▶ WHAT IS REQUIRED
Quote all of the data exactly as given. Skip every picture it contains.

▶ RECORD EXTRACTS
###

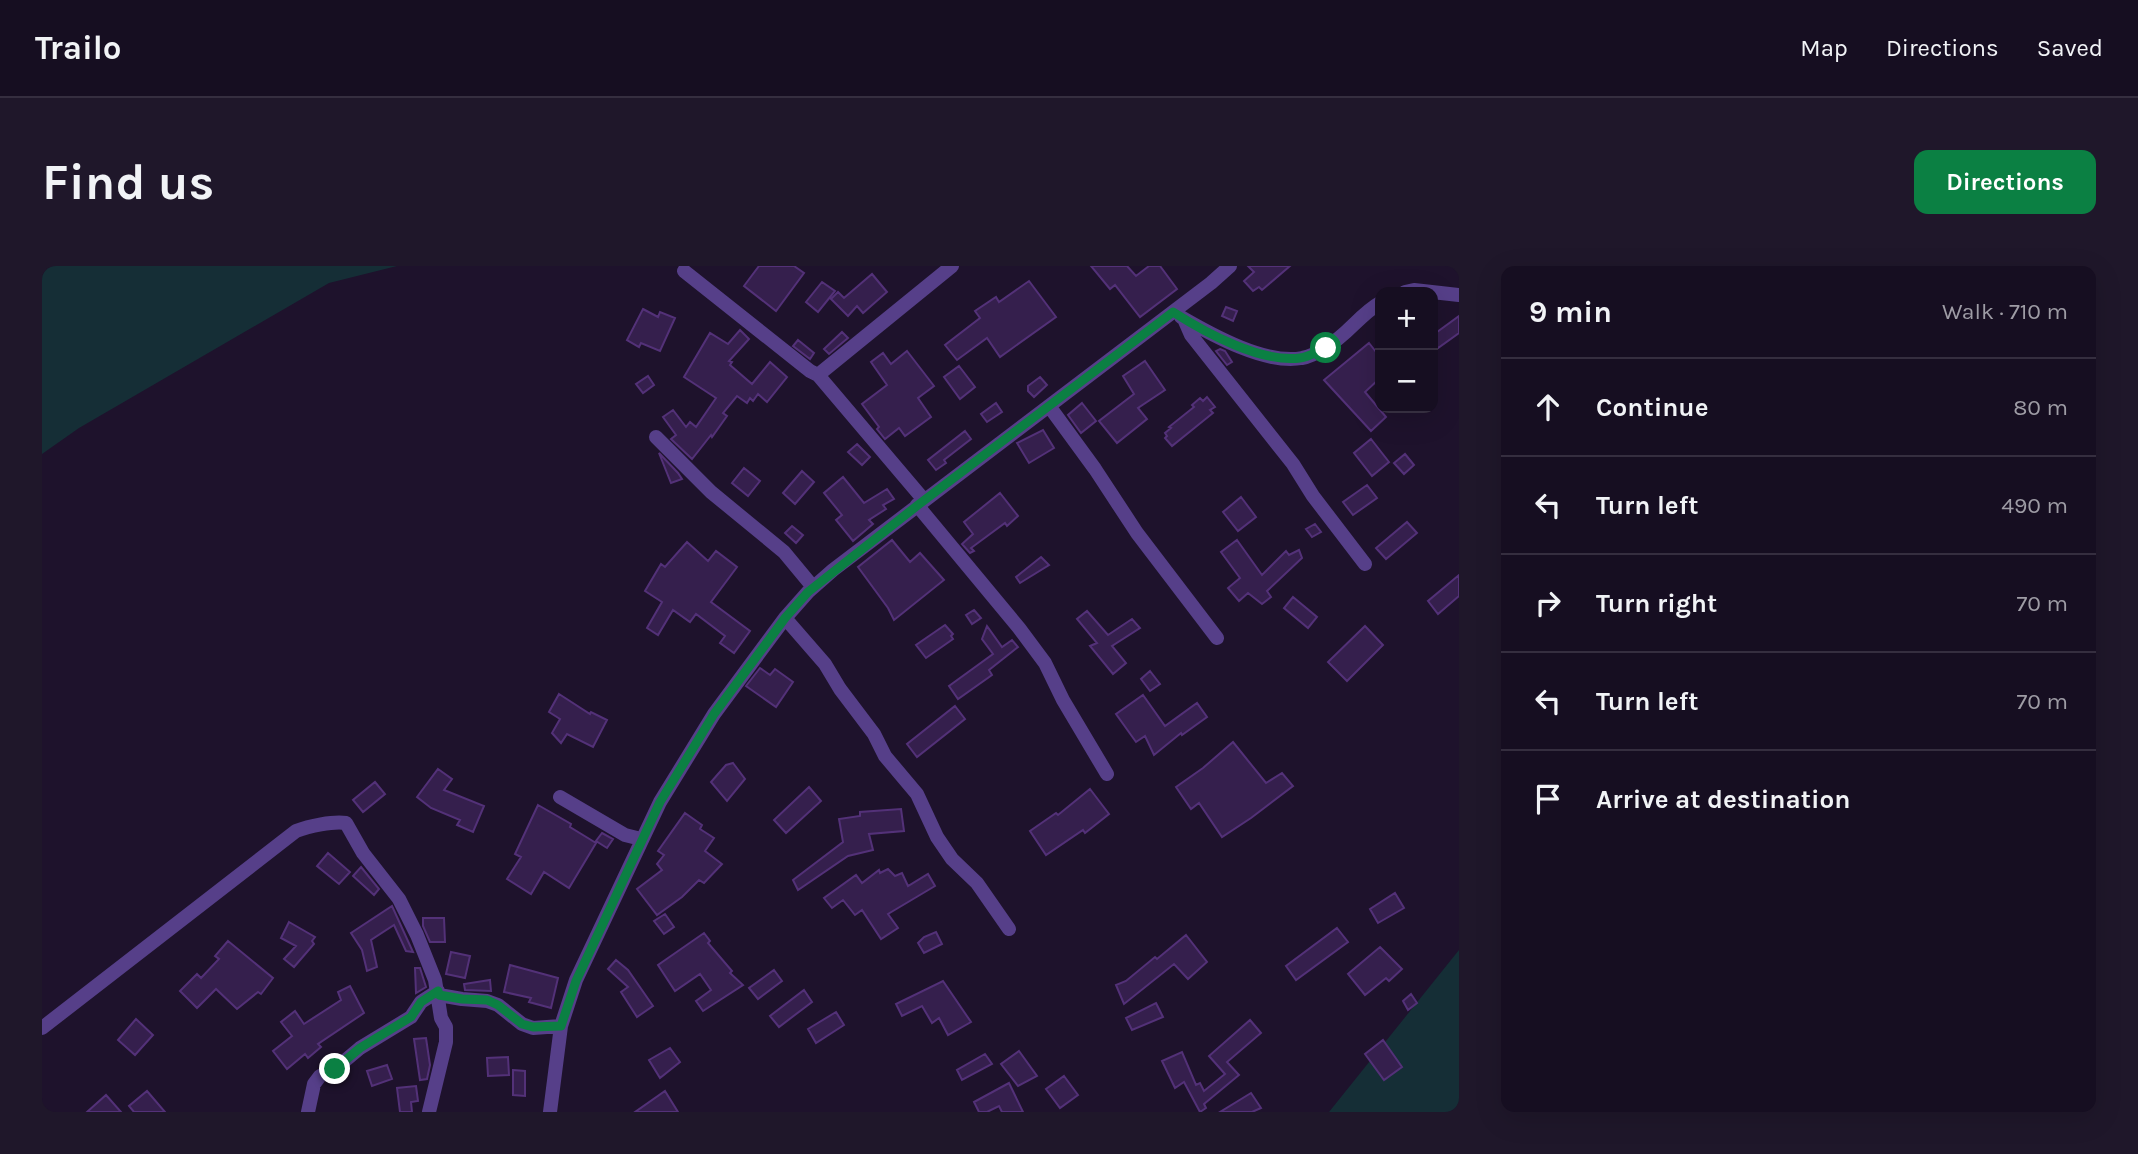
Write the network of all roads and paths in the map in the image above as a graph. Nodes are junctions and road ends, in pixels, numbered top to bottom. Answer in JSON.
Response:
{"nodes":[{"id":1,"x":952,"y":266,"type":"edge"},
{"id":2,"x":1230,"y":266,"type":"edge"},
{"id":3,"x":684,"y":271,"type":"dead end"},
{"id":4,"x":932,"y":272,"type":"edge"},
{"id":5,"x":1438,"y":293,"type":"edge"},
{"id":6,"x":1459,"y":295,"type":"edge"},
{"id":7,"x":1375,"y":308,"type":"edge"},
{"id":8,"x":1178,"y":316,"type":"junction"},
{"id":9,"x":818,"y":375,"type":"junction"},
{"id":10,"x":1049,"y":406,"type":"junction"},
{"id":11,"x":656,"y":437,"type":"dead end"},
{"id":12,"x":921,"y":503,"type":"junction"},
{"id":13,"x":1365,"y":564,"type":"dead end"},
{"id":14,"x":813,"y":587,"type":"junction"},
{"id":15,"x":785,"y":618,"type":"junction"},
{"id":16,"x":1217,"y":638,"type":"dead end"},
{"id":17,"x":1107,"y":774,"type":"dead end"},
{"id":18,"x":560,"y":797,"type":"dead end"},
{"id":19,"x":641,"y":839,"type":"junction"},
{"id":20,"x":1009,"y":929,"type":"dead end"},
{"id":21,"x":438,"y":993,"type":"junction"},
{"id":22,"x":561,"y":1026,"type":"junction"},
{"id":23,"x":42,"y":1028,"type":"edge"},
{"id":24,"x":308,"y":1112,"type":"edge"},
{"id":25,"x":429,"y":1112,"type":"edge"},
{"id":26,"x":550,"y":1112,"type":"edge"}],
"edges":[{"from":1,"to":4,"type":"street"},
{"from":2,"to":8,"type":"street"},
{"from":3,"to":9,"type":"street"},
{"from":4,"to":9,"type":"street"},
{"from":5,"to":6,"type":"street"},
{"from":7,"to":8,"type":"street"},
{"from":8,"to":10,"type":"street"},
{"from":8,"to":13,"type":"street"},
{"from":9,"to":12,"type":"street"},
{"from":10,"to":12,"type":"street"},
{"from":10,"to":16,"type":"street"},
{"from":11,"to":14,"type":"street"},
{"from":12,"to":14,"type":"street"},
{"from":12,"to":17,"type":"street"},
{"from":14,"to":15,"type":"street"},
{"from":15,"to":19,"type":"street"},
{"from":15,"to":20,"type":"street"},
{"from":18,"to":19,"type":"street"},
{"from":19,"to":22,"type":"street"},
{"from":21,"to":22,"type":"street"},
{"from":21,"to":23,"type":"street"},
{"from":21,"to":24,"type":"street"},
{"from":21,"to":25,"type":"street"},
{"from":22,"to":26,"type":"street"}]}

###

▶ ANSWER
Write the network of all roads and paths in the map in the image above as a graph. Nodes are junctions and road ends, in pixels, numbered top to bottom. Answer in JSON.
Response:
{"nodes":[{"id":1,"x":952,"y":266,"type":"edge"},
{"id":2,"x":1230,"y":266,"type":"edge"},
{"id":3,"x":684,"y":271,"type":"dead end"},
{"id":4,"x":932,"y":272,"type":"edge"},
{"id":5,"x":1438,"y":293,"type":"edge"},
{"id":6,"x":1459,"y":295,"type":"edge"},
{"id":7,"x":1375,"y":308,"type":"edge"},
{"id":8,"x":1178,"y":316,"type":"junction"},
{"id":9,"x":818,"y":375,"type":"junction"},
{"id":10,"x":1049,"y":406,"type":"junction"},
{"id":11,"x":656,"y":437,"type":"dead end"},
{"id":12,"x":921,"y":503,"type":"junction"},
{"id":13,"x":1365,"y":564,"type":"dead end"},
{"id":14,"x":813,"y":587,"type":"junction"},
{"id":15,"x":785,"y":618,"type":"junction"},
{"id":16,"x":1217,"y":638,"type":"dead end"},
{"id":17,"x":1107,"y":774,"type":"dead end"},
{"id":18,"x":560,"y":797,"type":"dead end"},
{"id":19,"x":641,"y":839,"type":"junction"},
{"id":20,"x":1009,"y":929,"type":"dead end"},
{"id":21,"x":438,"y":993,"type":"junction"},
{"id":22,"x":561,"y":1026,"type":"junction"},
{"id":23,"x":42,"y":1028,"type":"edge"},
{"id":24,"x":308,"y":1112,"type":"edge"},
{"id":25,"x":429,"y":1112,"type":"edge"},
{"id":26,"x":550,"y":1112,"type":"edge"}],
"edges":[{"from":1,"to":4,"type":"street"},
{"from":2,"to":8,"type":"street"},
{"from":3,"to":9,"type":"street"},
{"from":4,"to":9,"type":"street"},
{"from":5,"to":6,"type":"street"},
{"from":7,"to":8,"type":"street"},
{"from":8,"to":10,"type":"street"},
{"from":8,"to":13,"type":"street"},
{"from":9,"to":12,"type":"street"},
{"from":10,"to":12,"type":"street"},
{"from":10,"to":16,"type":"street"},
{"from":11,"to":14,"type":"street"},
{"from":12,"to":14,"type":"street"},
{"from":12,"to":17,"type":"street"},
{"from":14,"to":15,"type":"street"},
{"from":15,"to":19,"type":"street"},
{"from":15,"to":20,"type":"street"},
{"from":18,"to":19,"type":"street"},
{"from":19,"to":22,"type":"street"},
{"from":21,"to":22,"type":"street"},
{"from":21,"to":23,"type":"street"},
{"from":21,"to":24,"type":"street"},
{"from":21,"to":25,"type":"street"},
{"from":22,"to":26,"type":"street"}]}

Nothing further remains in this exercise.